Le retour du réel : Barre, Ponia, et la tutelle au coin de la rue
Là, l’article appuie où ça fait mal : quand le chef disparaît, l’État se rappelle que la mairie existe. Un secrétaire général “monte” à Paris, discret pèlerinage vers Raymond Barre. Et le préfet des Alpes-Maritimes, Pierre Lambertin, envisagerait une mise sous tutelle administrative.
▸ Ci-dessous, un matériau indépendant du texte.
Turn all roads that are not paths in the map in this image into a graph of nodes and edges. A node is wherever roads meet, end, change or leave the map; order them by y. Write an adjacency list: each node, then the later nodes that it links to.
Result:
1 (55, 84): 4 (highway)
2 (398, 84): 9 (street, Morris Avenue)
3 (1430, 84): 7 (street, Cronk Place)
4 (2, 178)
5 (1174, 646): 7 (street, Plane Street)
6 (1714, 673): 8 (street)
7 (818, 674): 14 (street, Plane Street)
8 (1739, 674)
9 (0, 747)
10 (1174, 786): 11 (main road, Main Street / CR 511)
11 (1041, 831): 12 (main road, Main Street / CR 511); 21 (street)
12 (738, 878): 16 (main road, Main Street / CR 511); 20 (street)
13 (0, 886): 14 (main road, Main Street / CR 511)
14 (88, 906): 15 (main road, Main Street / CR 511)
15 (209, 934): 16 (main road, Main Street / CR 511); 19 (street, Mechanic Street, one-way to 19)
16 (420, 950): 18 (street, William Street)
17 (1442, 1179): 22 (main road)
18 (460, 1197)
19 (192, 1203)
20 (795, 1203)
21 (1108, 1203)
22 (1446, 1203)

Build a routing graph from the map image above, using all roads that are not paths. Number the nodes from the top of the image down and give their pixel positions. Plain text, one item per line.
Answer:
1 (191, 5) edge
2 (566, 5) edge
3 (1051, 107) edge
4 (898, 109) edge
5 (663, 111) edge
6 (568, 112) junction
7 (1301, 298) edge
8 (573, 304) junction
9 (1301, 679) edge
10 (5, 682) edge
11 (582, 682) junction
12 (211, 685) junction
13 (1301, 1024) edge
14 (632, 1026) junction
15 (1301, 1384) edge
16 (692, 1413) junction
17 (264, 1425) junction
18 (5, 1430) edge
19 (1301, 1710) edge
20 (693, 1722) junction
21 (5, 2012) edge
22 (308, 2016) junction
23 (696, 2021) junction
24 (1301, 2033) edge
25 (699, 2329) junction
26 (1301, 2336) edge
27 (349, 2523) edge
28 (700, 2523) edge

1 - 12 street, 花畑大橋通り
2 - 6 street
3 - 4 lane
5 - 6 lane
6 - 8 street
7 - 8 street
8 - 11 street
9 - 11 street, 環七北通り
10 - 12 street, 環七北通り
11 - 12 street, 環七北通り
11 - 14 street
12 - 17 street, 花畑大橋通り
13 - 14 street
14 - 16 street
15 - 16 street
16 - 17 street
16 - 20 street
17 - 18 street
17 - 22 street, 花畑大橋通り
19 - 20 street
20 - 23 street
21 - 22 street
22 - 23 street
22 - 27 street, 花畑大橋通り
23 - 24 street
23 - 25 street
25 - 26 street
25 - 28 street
Dans la bouche du Canard, cela ressemble à une opération de sauvetage… mais avec le même geste qu’on utilise pour immobiliser un bras cassé : on attelle, on serre, et on demande au patient d’arrêter de courir.
Le texte, au fond, raconte une mécanique française très durable : le notable local qui se croit intouchable, l’entourage qui éponge, l’administration qui tremble, et Paris qui n’aime intervenir que lorsqu’il n’y a plus de chaise sous le costume. Médecin n’est pas seulement “absent” : il incarne déjà le modèle du pouvoir municipal-personnel, où l’homme et la ville finissent par se confondre. Quand l’homme s’évapore, la ville découvre qu’elle a signé un bail… avec un fantôme.